Excerpted records:
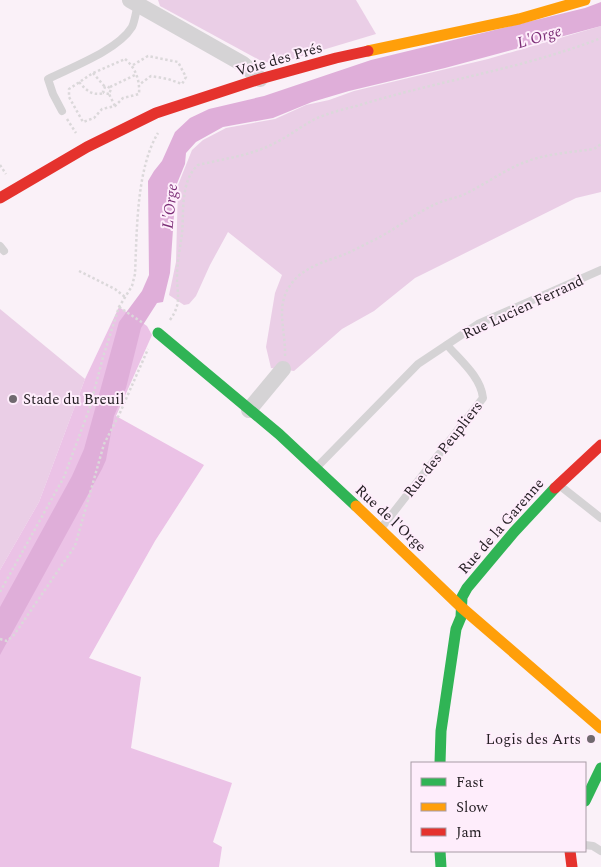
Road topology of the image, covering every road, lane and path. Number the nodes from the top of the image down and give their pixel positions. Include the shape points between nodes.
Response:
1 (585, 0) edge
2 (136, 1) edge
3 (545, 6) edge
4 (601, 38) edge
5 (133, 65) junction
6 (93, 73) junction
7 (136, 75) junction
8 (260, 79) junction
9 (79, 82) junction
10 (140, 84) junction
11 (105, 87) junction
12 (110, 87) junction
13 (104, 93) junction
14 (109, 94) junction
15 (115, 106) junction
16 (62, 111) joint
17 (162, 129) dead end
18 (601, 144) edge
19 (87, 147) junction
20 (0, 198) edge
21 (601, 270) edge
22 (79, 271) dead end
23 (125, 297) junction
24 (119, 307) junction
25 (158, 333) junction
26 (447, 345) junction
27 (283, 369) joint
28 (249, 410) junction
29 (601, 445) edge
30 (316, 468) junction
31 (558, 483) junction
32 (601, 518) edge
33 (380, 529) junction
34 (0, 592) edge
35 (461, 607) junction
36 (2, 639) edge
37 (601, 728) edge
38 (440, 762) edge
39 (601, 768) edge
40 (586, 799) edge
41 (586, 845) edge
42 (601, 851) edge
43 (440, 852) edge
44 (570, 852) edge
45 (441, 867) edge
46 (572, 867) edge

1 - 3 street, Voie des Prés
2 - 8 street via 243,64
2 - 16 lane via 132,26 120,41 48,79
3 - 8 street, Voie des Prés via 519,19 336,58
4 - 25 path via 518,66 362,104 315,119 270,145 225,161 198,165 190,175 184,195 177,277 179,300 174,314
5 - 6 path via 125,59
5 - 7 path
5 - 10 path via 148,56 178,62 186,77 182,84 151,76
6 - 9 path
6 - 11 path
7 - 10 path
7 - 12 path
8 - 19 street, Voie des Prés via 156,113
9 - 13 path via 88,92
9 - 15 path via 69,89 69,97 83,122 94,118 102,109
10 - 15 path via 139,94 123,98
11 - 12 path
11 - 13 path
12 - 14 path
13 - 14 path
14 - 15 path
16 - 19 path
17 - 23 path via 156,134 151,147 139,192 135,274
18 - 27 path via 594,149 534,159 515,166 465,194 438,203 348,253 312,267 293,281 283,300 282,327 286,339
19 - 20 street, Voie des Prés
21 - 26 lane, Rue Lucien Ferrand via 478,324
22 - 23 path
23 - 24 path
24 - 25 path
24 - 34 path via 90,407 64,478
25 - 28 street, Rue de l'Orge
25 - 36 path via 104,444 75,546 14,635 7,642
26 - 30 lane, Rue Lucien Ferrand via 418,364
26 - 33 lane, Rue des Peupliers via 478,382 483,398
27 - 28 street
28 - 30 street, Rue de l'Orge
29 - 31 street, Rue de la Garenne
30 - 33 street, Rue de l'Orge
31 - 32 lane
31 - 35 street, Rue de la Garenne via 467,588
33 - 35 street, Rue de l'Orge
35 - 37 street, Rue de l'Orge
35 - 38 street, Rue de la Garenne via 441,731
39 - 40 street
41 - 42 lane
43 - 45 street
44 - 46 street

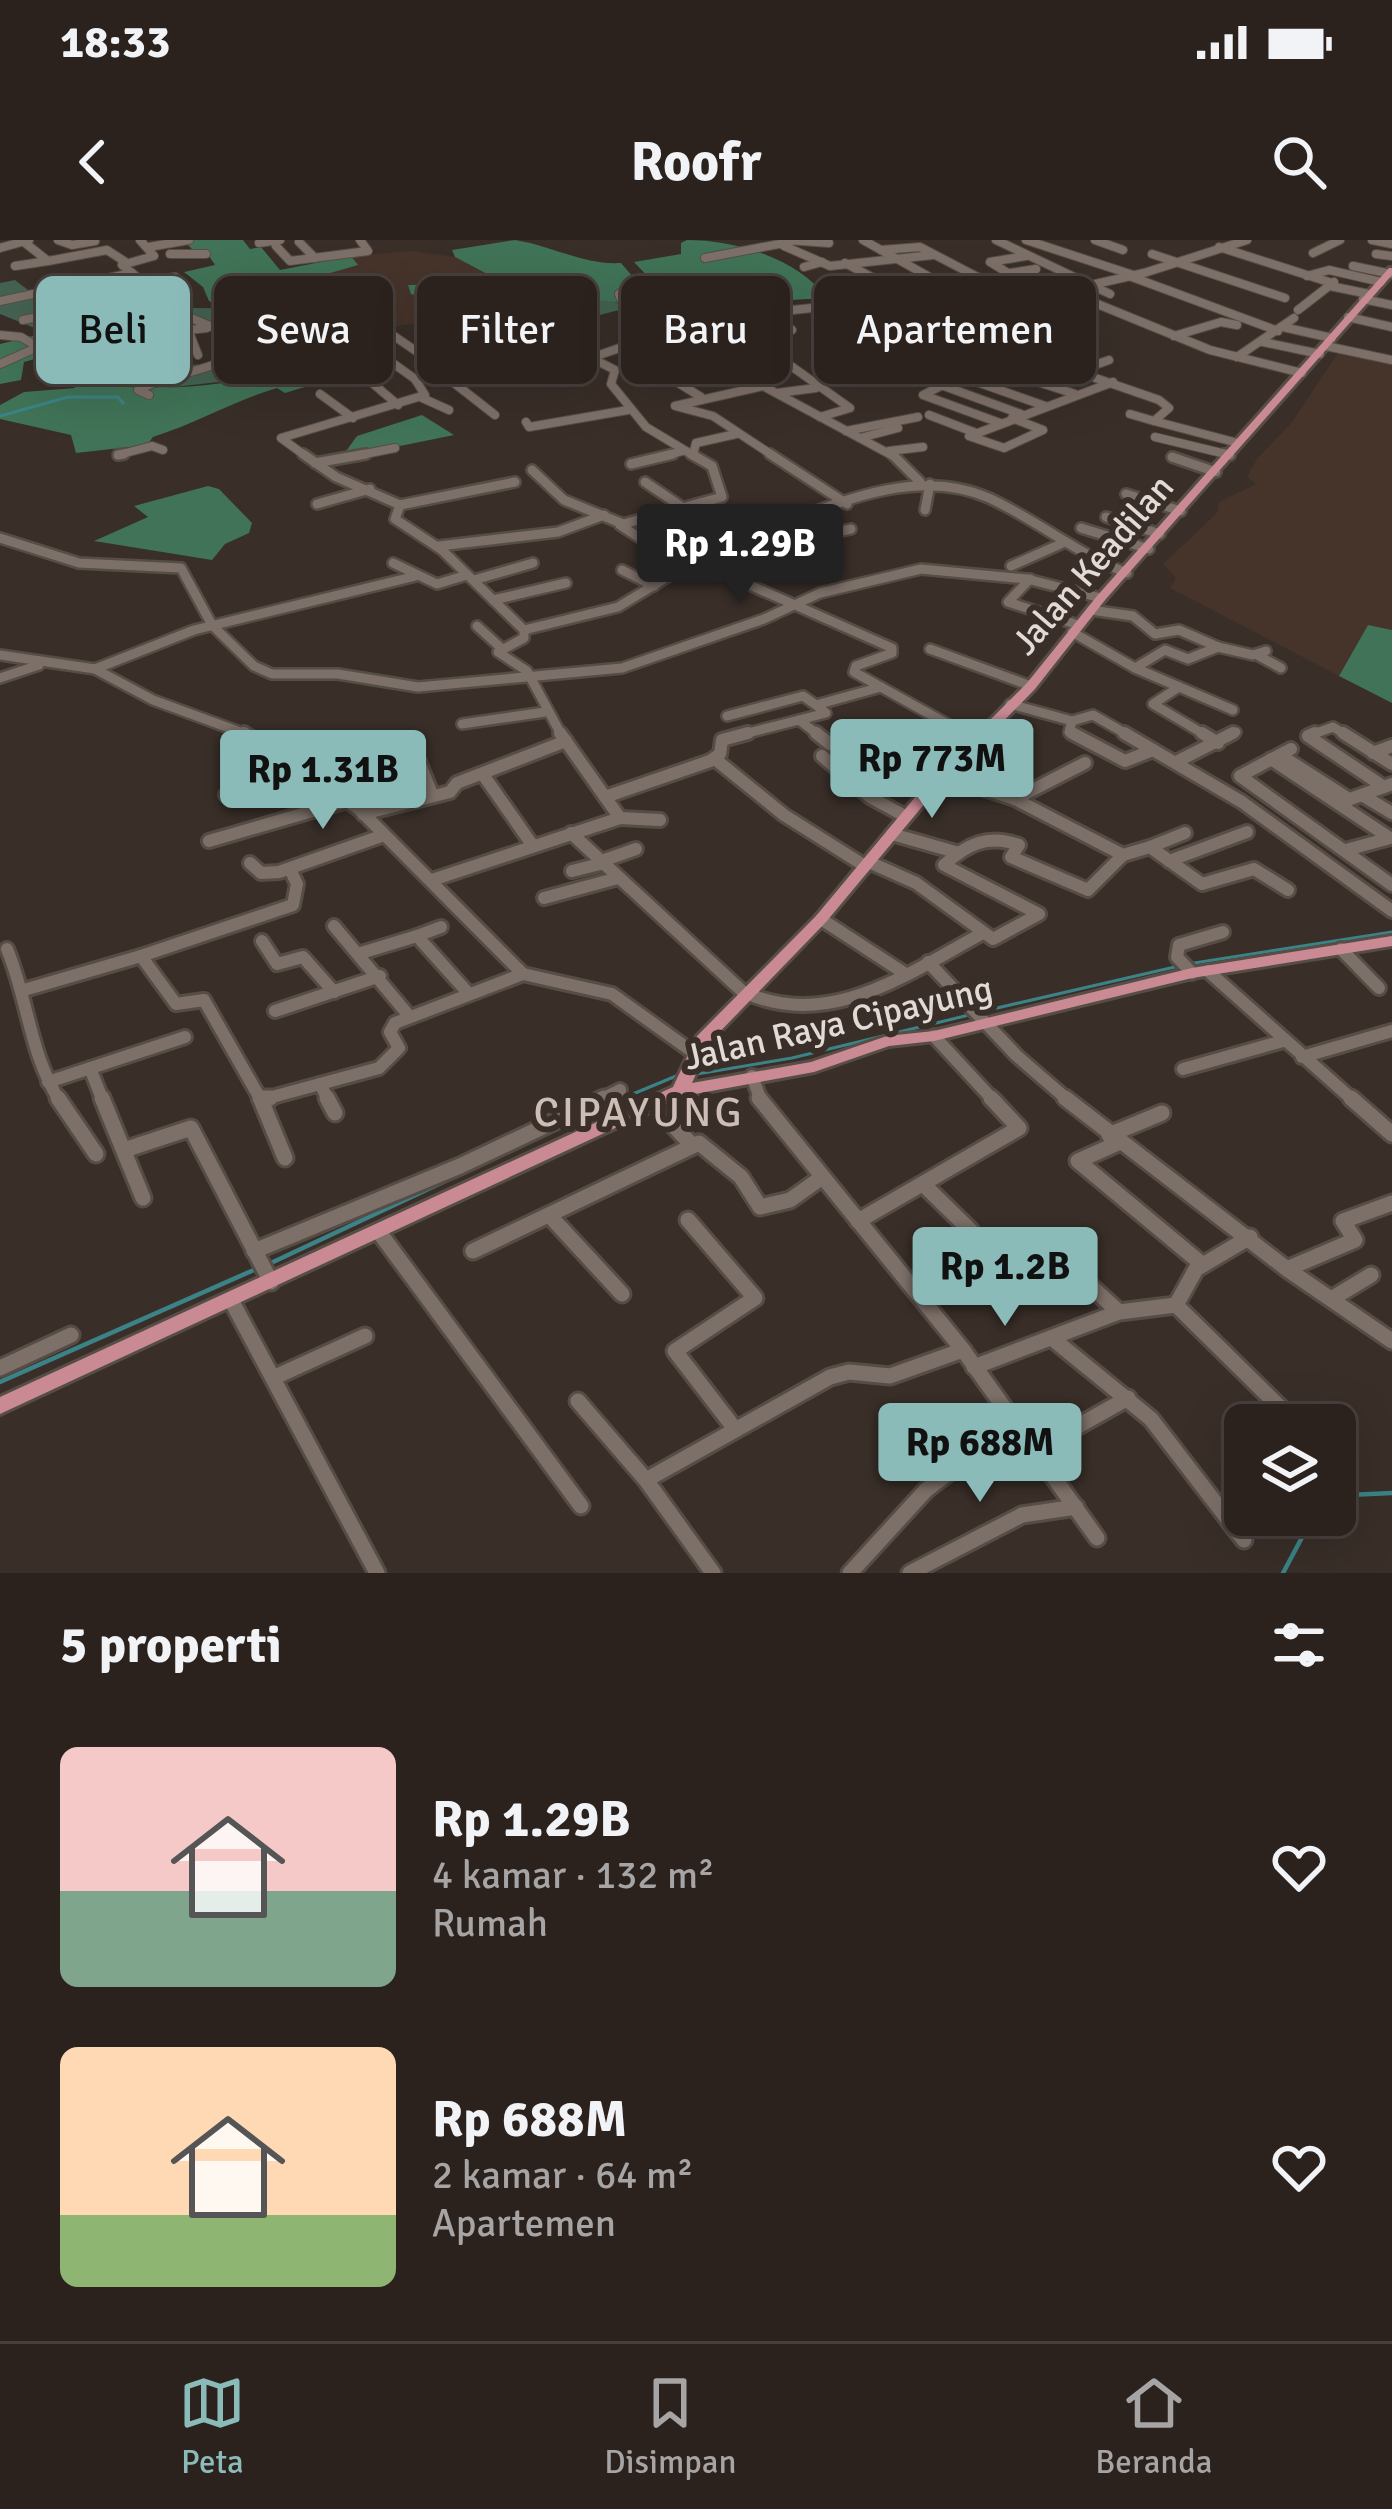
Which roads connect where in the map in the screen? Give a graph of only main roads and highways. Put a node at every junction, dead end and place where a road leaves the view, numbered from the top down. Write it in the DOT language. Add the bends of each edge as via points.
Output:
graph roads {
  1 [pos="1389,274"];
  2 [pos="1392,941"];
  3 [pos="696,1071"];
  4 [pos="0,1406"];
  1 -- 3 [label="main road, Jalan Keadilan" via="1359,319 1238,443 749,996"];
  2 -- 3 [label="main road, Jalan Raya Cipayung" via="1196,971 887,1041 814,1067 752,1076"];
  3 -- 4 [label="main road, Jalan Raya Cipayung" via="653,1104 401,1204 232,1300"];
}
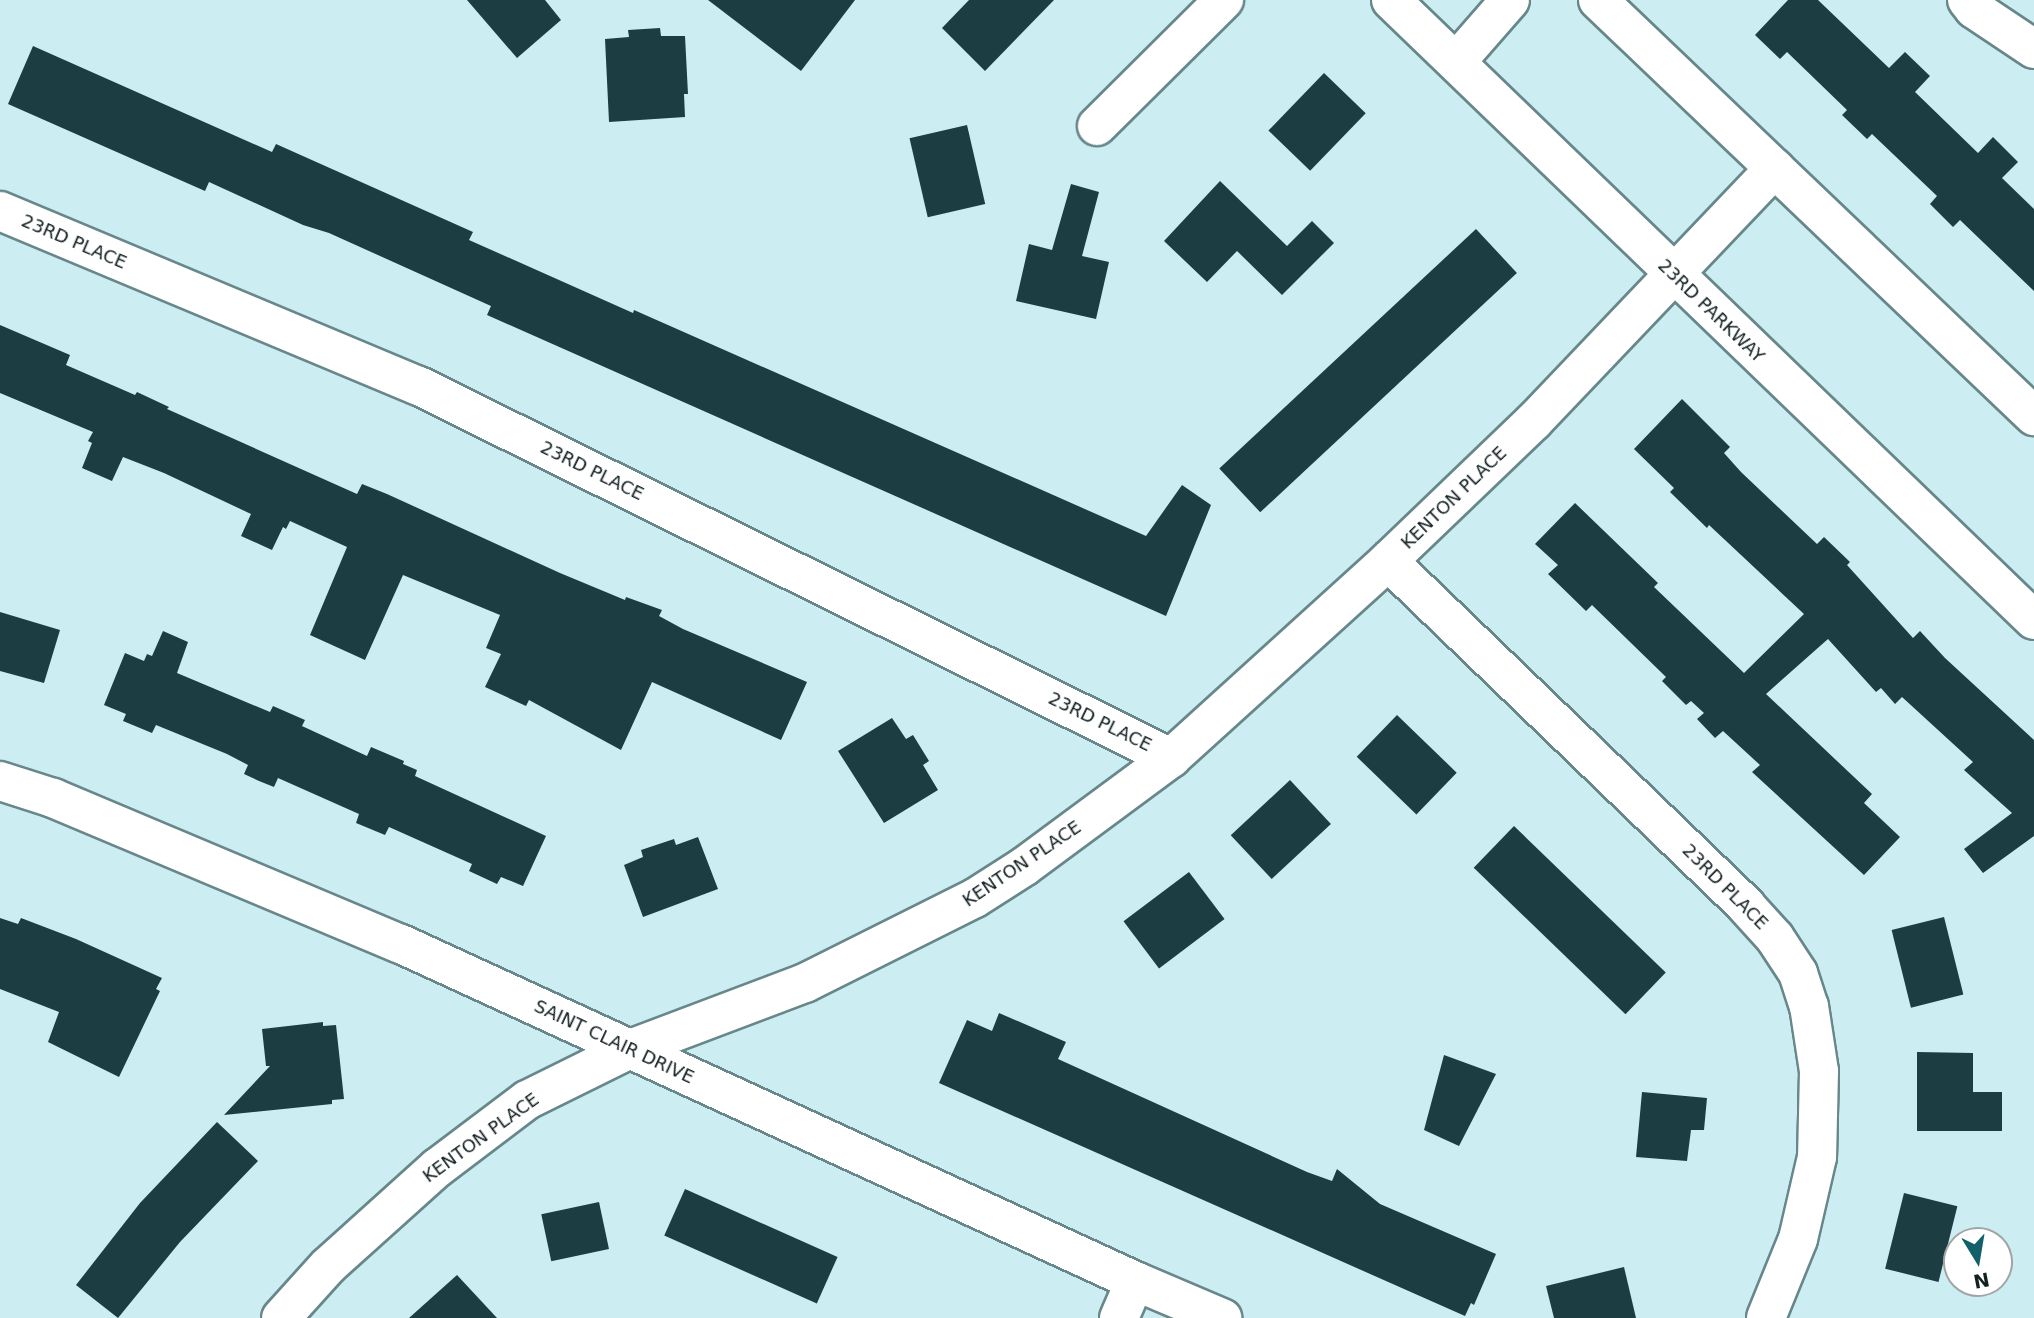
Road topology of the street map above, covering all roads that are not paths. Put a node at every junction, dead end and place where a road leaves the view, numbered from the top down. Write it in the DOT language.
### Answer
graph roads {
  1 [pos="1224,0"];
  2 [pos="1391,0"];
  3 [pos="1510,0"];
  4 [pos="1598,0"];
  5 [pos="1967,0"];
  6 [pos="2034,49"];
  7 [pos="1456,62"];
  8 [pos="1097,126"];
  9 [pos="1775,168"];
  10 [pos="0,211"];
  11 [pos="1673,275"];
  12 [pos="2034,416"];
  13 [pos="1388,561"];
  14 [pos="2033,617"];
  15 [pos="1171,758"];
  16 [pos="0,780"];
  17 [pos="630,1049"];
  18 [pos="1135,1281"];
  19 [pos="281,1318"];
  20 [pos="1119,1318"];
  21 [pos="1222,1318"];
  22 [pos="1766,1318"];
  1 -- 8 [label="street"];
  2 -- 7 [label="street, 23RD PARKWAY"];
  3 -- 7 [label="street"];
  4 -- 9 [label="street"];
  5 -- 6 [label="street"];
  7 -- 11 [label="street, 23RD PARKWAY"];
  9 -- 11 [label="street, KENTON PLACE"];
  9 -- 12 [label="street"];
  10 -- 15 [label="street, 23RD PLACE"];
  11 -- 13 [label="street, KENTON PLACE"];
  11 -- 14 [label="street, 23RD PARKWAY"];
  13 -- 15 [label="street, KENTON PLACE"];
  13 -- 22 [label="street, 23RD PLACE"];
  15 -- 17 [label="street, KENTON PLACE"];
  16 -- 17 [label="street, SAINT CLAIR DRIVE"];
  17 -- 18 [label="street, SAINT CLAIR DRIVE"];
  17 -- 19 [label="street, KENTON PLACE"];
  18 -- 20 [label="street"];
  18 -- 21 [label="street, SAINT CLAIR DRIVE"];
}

Requirement: Which lines in the material contain the word "Lucien"? Pull each of them out.

Exercise response:
21 - 26 lane, Rue Lucien Ferrand via 478,324
26 - 30 lane, Rue Lucien Ferrand via 418,364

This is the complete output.